Zaprowadziłam go do mojego miejsca. Był pierwsza osoba która tam zaprowadziłam.
- często tu bywasz?- zapytał
- Czasem, kiedy potrzebuje samotności. Kiedy wiem ze nikt i tak mnie nie zrozumie. Czasem mam takie dni ze potrzebuje czegoś takiego, czegoś spokojnego- chłopak chyba nie do końca zrozumiał, wnioskowałam tak po jego minie- przychodzę tu sobie pomysleć - ujęłam krócej
- Znam to. Kiedy jeszcze tu nie mieszkałem tez miałem takie miejsce. Bywałem w nim przeważnie w nocy. - mowil. Nagle na nos spadła mi kropelka deszczu, następnie kolejna i kolejna. Leon zdjął swoją bluzę i okrył mnie nia. - Zuza nie daj mu sie. Obiecałaś cos sobie. Obiecałaś sobie dystans. Trzymaj dystans. Trzymaj ten cholerny dystans- myslalam. Leon cały czas patrzył na mnie, patrzył prosto w moje oczy.
- Oj, no nie patrz tak na mnie- czułam sie zawstydzona
- Jestes tak piekna ze nie moge oderwać od Ciebie wzorku- powiedział chłopak. Po tych słowach przybliżył sie do mnie i kolejny raz objął reka.

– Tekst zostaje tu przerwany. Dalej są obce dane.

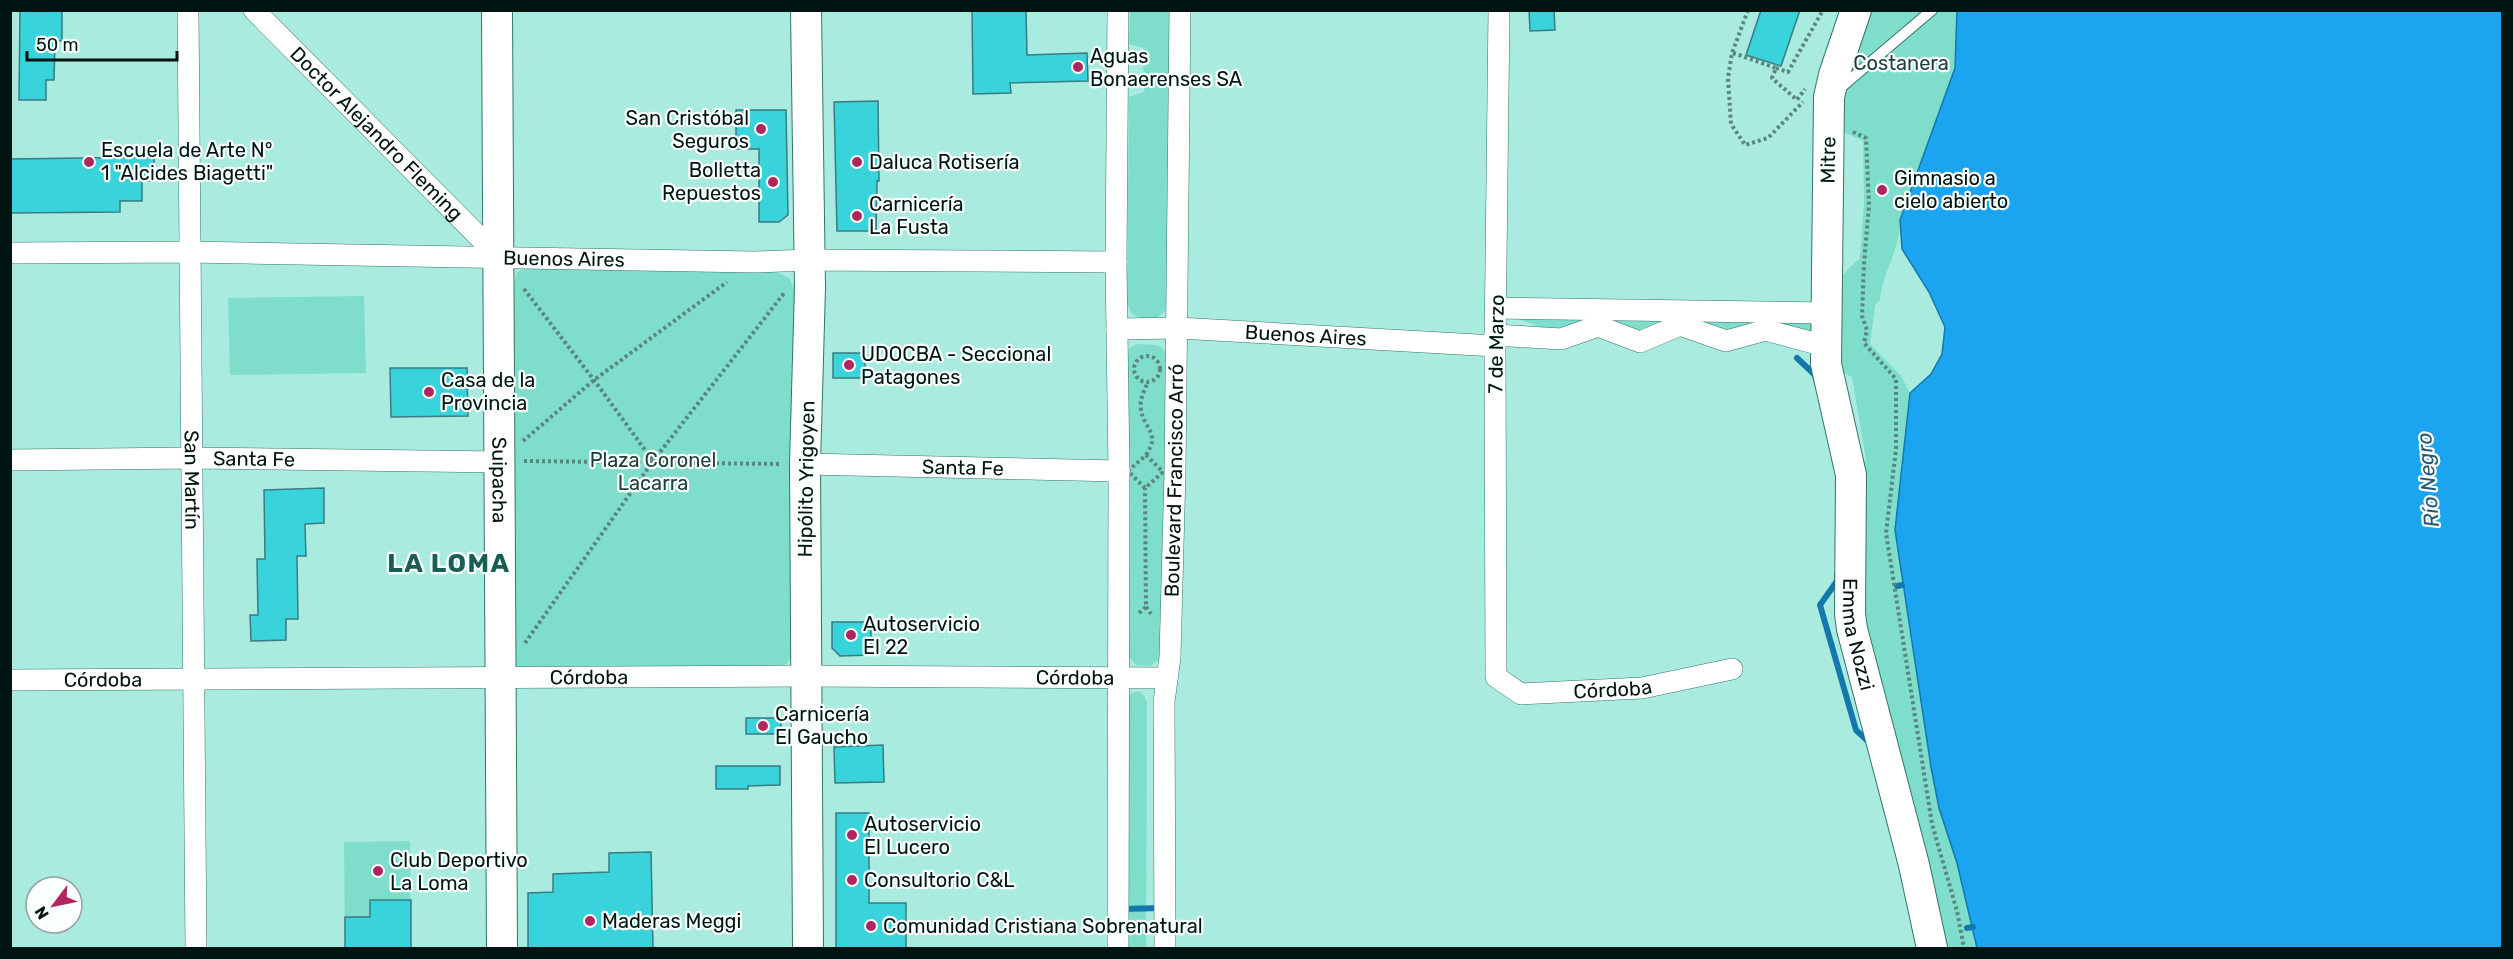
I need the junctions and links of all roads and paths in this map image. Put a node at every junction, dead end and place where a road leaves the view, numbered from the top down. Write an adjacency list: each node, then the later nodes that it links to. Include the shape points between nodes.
1 (188, 10): 16 (street, San Martín)
2 (254, 10): 18 (street, Doctor Alejandro Fleming)
3 (498, 10): 18 (street, Suipacha)
4 (806, 10): 19 (street, Hipólito Yrigoyen)
5 (1118, 10): 21 (street)
6 (1180, 10): 24 (street, Boulevard Francisco Arró)
7 (1499, 10): 22 (street, 7 de Marzo)
8 (1748, 10): 12 (path)
9 (1823, 10): 13 (path, via 1788,72)
10 (1856, 10): 14 (street, Mitre, via 1837,65)
11 (1932, 10): 14 (lane)
12 (1732, 53): 13 (path); 14 (path, via 1728,78 1731,124 1745,145 1768,138)
13 (1776, 68): 14 (path, via 1772,78 1797,100)
14 (1815, 93): 23 (street, Mitre)
15 (1851, 131): 55 (path, via 1866,138 1869,206 1862,316 1867,330 1864,344 1896,379 1896,449 1886,533 1932,824)
16 (190, 252): 17 (street, Buenos Aires); 18 (street, Buenos Aires); 31 (street, San Martín)
17 (10, 253)
18 (498, 256): 20 (street, Buenos Aires); 28 (path); 34 (street, Suipacha)
19 (810, 260): 20 (street, Buenos Aires); 21 (street, Buenos Aires); 33 (path); 35 (street, Hipólito Yrigoyen)
20 (753, 262): 28 (path)
21 (1116, 262): 25 (street)
22 (1497, 308): 23 (street); 26 (street, 7 de Marzo)
23 (1825, 313): 27 (street, Emma Nozzi)
24 (1178, 328): 25 (street, Buenos Aires); 26 (street, Buenos Aires); 46 (street, Boulevard Francisco Arró)
25 (1118, 329): 36 (street)
26 (1495, 340): 27 (street, Buenos Aires, via 1561,339 1598,326 1640,342 1680,326 1726,341 1766,330); 43 (street, 7 de Marzo)
27 (1825, 346): 54 (street, Emma Nozzi, via 1851,475 1852,629)
28 (594, 380): 33 (path); 34 (path)
29 (1148, 382): 29 (path, via 1156,378 1160,366 1156,358 1148,356 1140,358 1134,369 1137,377); 30 (path, via 1140,401 1152,441)
30 (1146, 455): 37 (path, via 1163,472); 37 (path, via 1128,471)
31 (191, 458): 32 (street, Santa Fe); 34 (street, Santa Fe); 47 (street, San Martín)
32 (10, 460)
33 (653, 461): 34 (path); 35 (path); 44 (path)
34 (500, 462): 44 (street, Suipacha)
35 (805, 464): 36 (street, Santa Fe); 42 (street, Hipólito Yrigoyen)
36 (1119, 471): 45 (street)
37 (1145, 488): 38 (path)
38 (1146, 607): 39 (path); 40 (path)
39 (1131, 620)
40 (1157, 620)
41 (1732, 669): 43 (street, Córdoba, via 1642,688 1521,694)
42 (805, 676): 44 (street, Córdoba); 45 (street, Córdoba); 51 (street, Hipólito Yrigoyen)
43 (1496, 677)
44 (501, 678): 47 (street, Córdoba); 50 (street, Suipacha)
45 (1117, 678): 46 (street, Córdoba); 52 (street)
46 (1167, 678): 53 (street, Boulevard Francisco Arró)
47 (192, 679): 48 (street, Córdoba); 49 (street, San Martín)
48 (10, 680)
49 (195, 948)
50 (502, 948)
51 (808, 948)
52 (1118, 948)
53 (1165, 948)
54 (1932, 948)
55 (1964, 948)

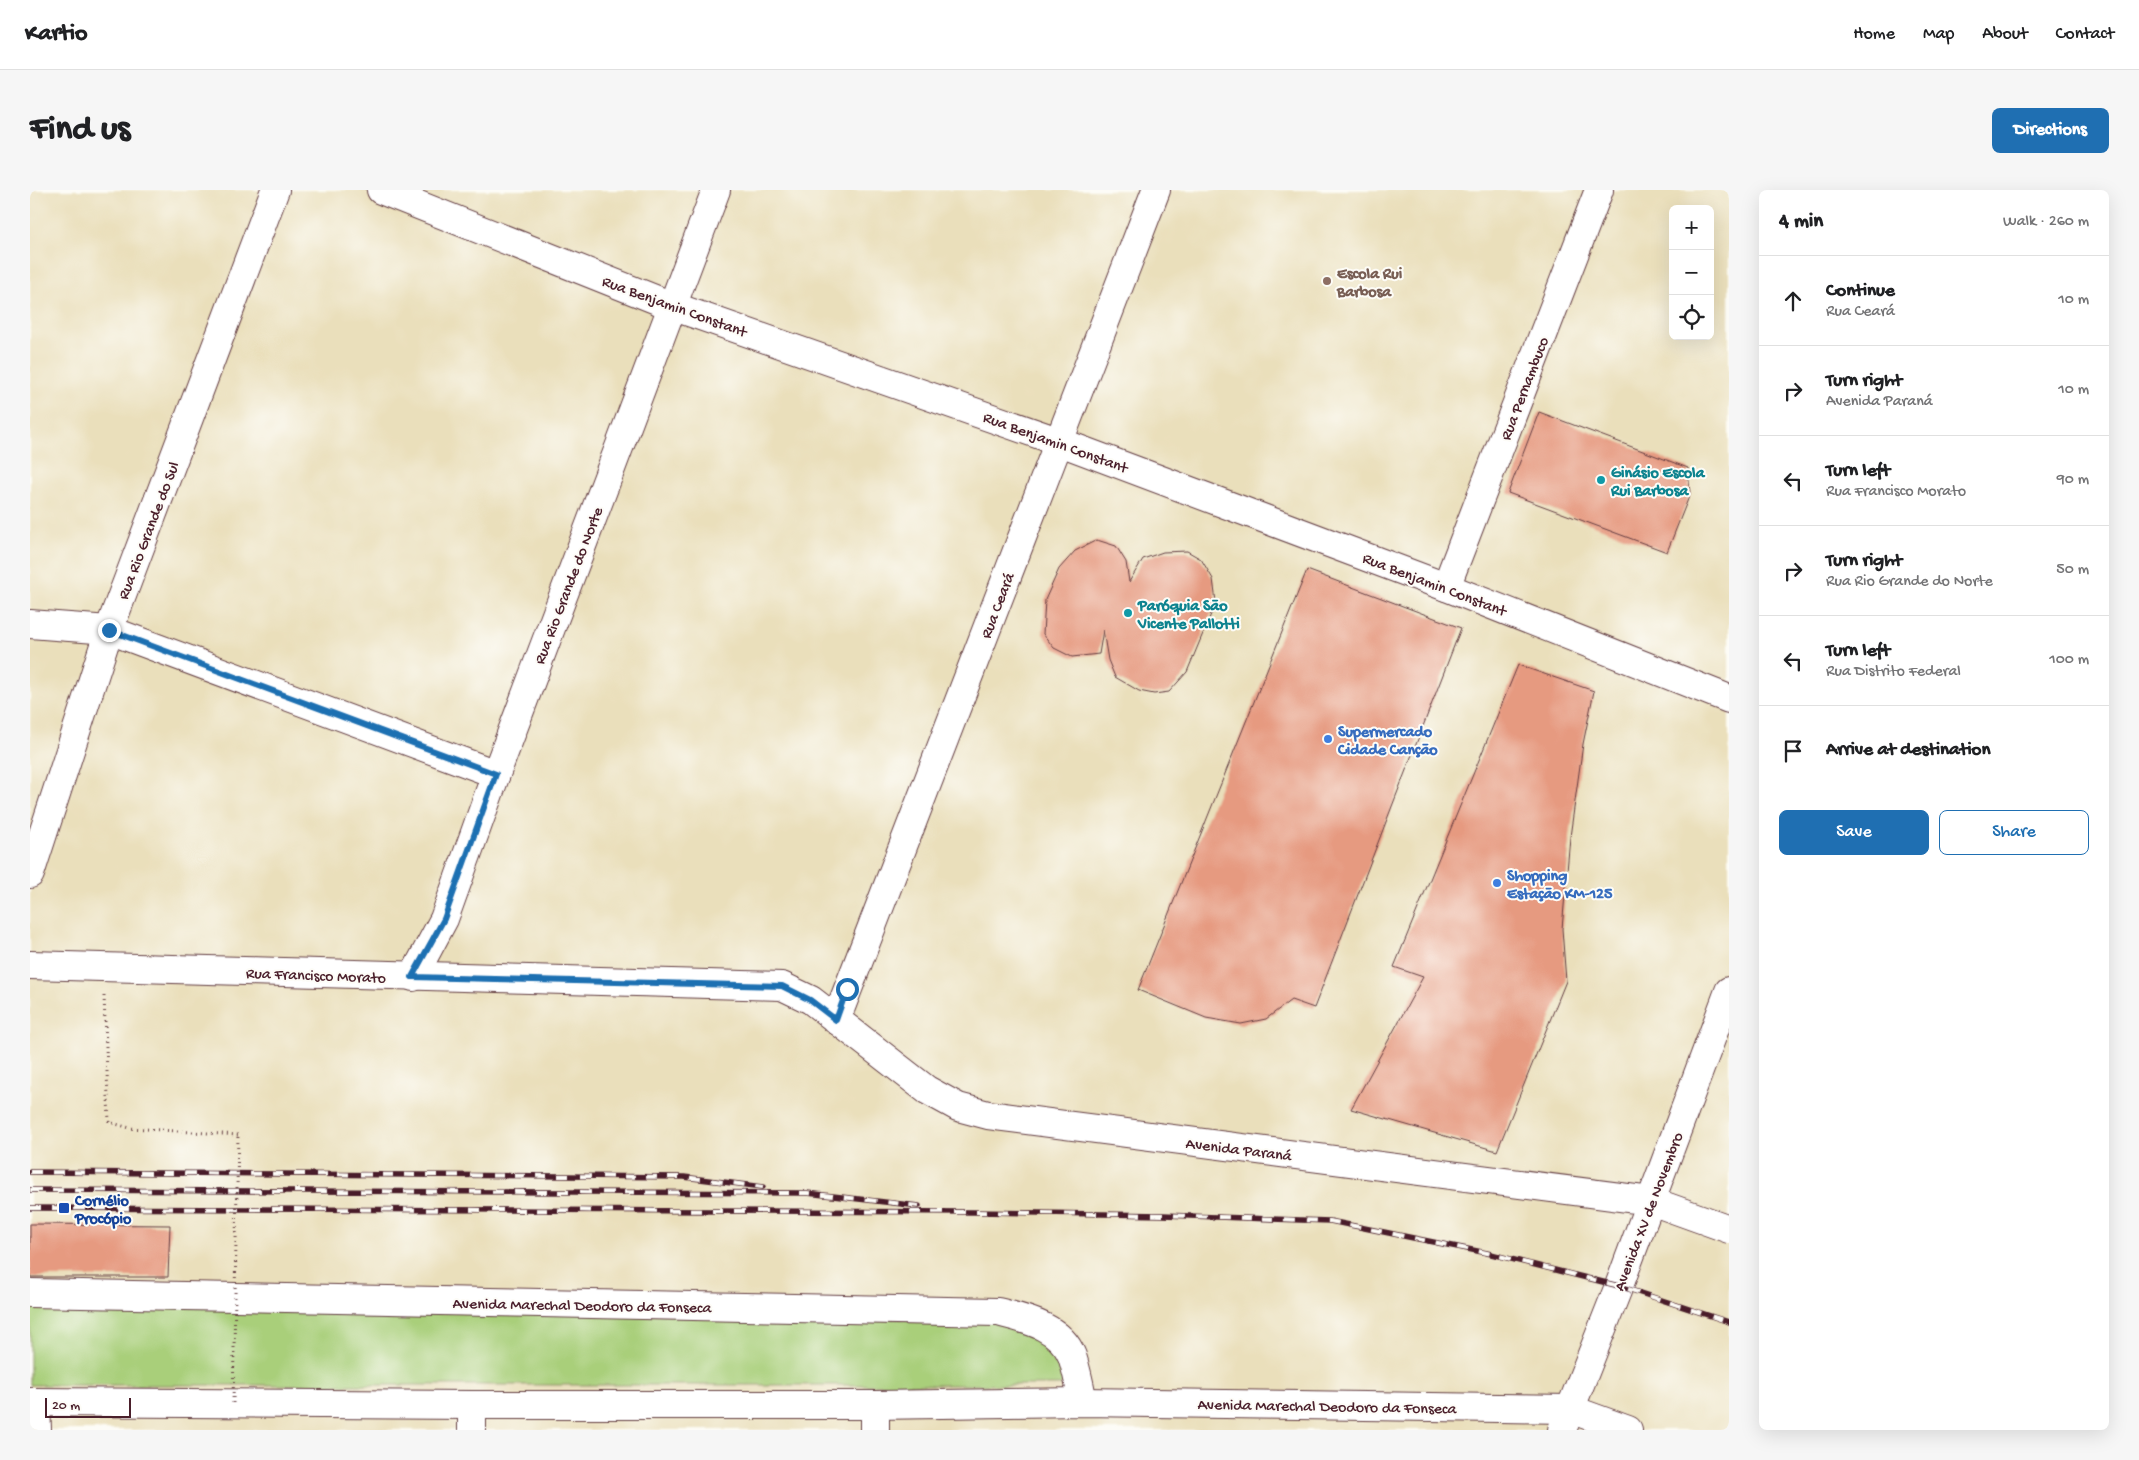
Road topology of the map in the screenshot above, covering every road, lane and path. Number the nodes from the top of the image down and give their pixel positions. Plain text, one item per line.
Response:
1 (275, 190) edge
2 (381, 190) edge
3 (716, 190) edge
4 (1156, 190) edge
5 (1599, 190) edge
6 (672, 306) junction
7 (1060, 442) junction
8 (1446, 586) junction
9 (30, 624) edge
10 (109, 630) junction
11 (1729, 700) edge
12 (496, 774) junction
13 (30, 874) edge
14 (30, 965) edge
15 (103, 968) junction
16 (412, 977) junction
17 (782, 986) joint
18 (1729, 991) edge
19 (836, 1020) junction
20 (1651, 1201) junction
21 (1729, 1229) edge
22 (30, 1293) edge
23 (33, 1402) edge
24 (1083, 1402) junction
25 (233, 1403) junction
26 (472, 1418) edge
27 (875, 1418) edge
28 (1566, 1420) edge
29 (36, 1430) edge
30 (1628, 1430) edge

1 - 10 street, Rua Rio Grande do Sul
2 - 6 street, Rua Benjamin Constant
3 - 6 street, Rua Rio Grande do Norte
4 - 7 street, Rua Ceará
5 - 8 street, Rua Pernambuco
6 - 7 street, Rua Benjamin Constant
6 - 12 street, Rua Rio Grande do Norte
7 - 8 street, Rua Benjamin Constant
7 - 19 street, Rua Ceará
8 - 11 street, Rua Benjamin Constant
9 - 10 street
10 - 12 street
10 - 13 street, Rua Rio Grande do Sul
12 - 16 street, Rua Rio Grande do Norte
14 - 15 street, Rua Francisco Morato
15 - 16 street, Rua Francisco Morato
15 - 25 path, bridge
16 - 17 street, Rua Francisco Morato
17 - 19 street, Avenida Paraná
18 - 20 street, Avenida XV de Novembro
19 - 20 street, Avenida Paraná
20 - 21 street, Avenida Paraná
20 - 28 street, Avenida XV de Novembro
22 - 24 street, Avenida Marechal Deodoro da Fonseca
23 - 25 street, Avenida Marechal Deodoro da Fonseca
23 - 29 street
24 - 27 street, Avenida Marechal Deodoro da Fonseca
24 - 28 street, Avenida Marechal Deodoro da Fonseca
25 - 26 street, Avenida Marechal Deodoro da Fonseca
26 - 27 street, Avenida Marechal Deodoro da Fonseca
28 - 30 street, Avenida Marechal Deodoro da Fonseca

Wtedy byliśmy juz bardzo blisko, ja rowniez zaczęłam patrzyć mu w oczy. I stało sie. Moje "trzymanie dystansu" na marne. Leon mnie pocałował. - bardzo sie zmieszalam
- Nie powinnismy- szepnelam po czym wstałam zdejmując jego bluzę z moich ramion. Chłopak rowniez wstał, podszedł do mnie, odgarnąl spadające koncówki moich włosów z mojej buzi, po czym chwycił mnie w tali, przyciągnął do siebie i zaczął mowic patrząc prosto w oczy.
- Zuzia, jestes taka wyjątkowa. Nie wiem co sie ze mna stało odkąd Cie spotkałem. Czuje ze jestes inna niz wszystkie, ze to wlasnie Ty jestes ta odpowiednia dla mnie. Chyba zaczynam sie w Tobie zakochiwać- podsumował chłopak. Wtedy najchętniej powiedziałabym ze czuje to samo, ale nie mogłam. Jeszcze nie wtedy. Zdjęłam jego ręce z mojej tali, oddałam mu bluzę
- Przepraszam- wyszeptalam ledwo powstrzymując strumien łez z moich policzków. Odeszłam. Biegłam przed siebie a deszcz padał i padał. Leon próbował biec za mna, krzyczał, prosił żebym wrocila ale nie umiałam. Biegłam, przed siebie. Jak najszybciej i jak najdalej mogłam.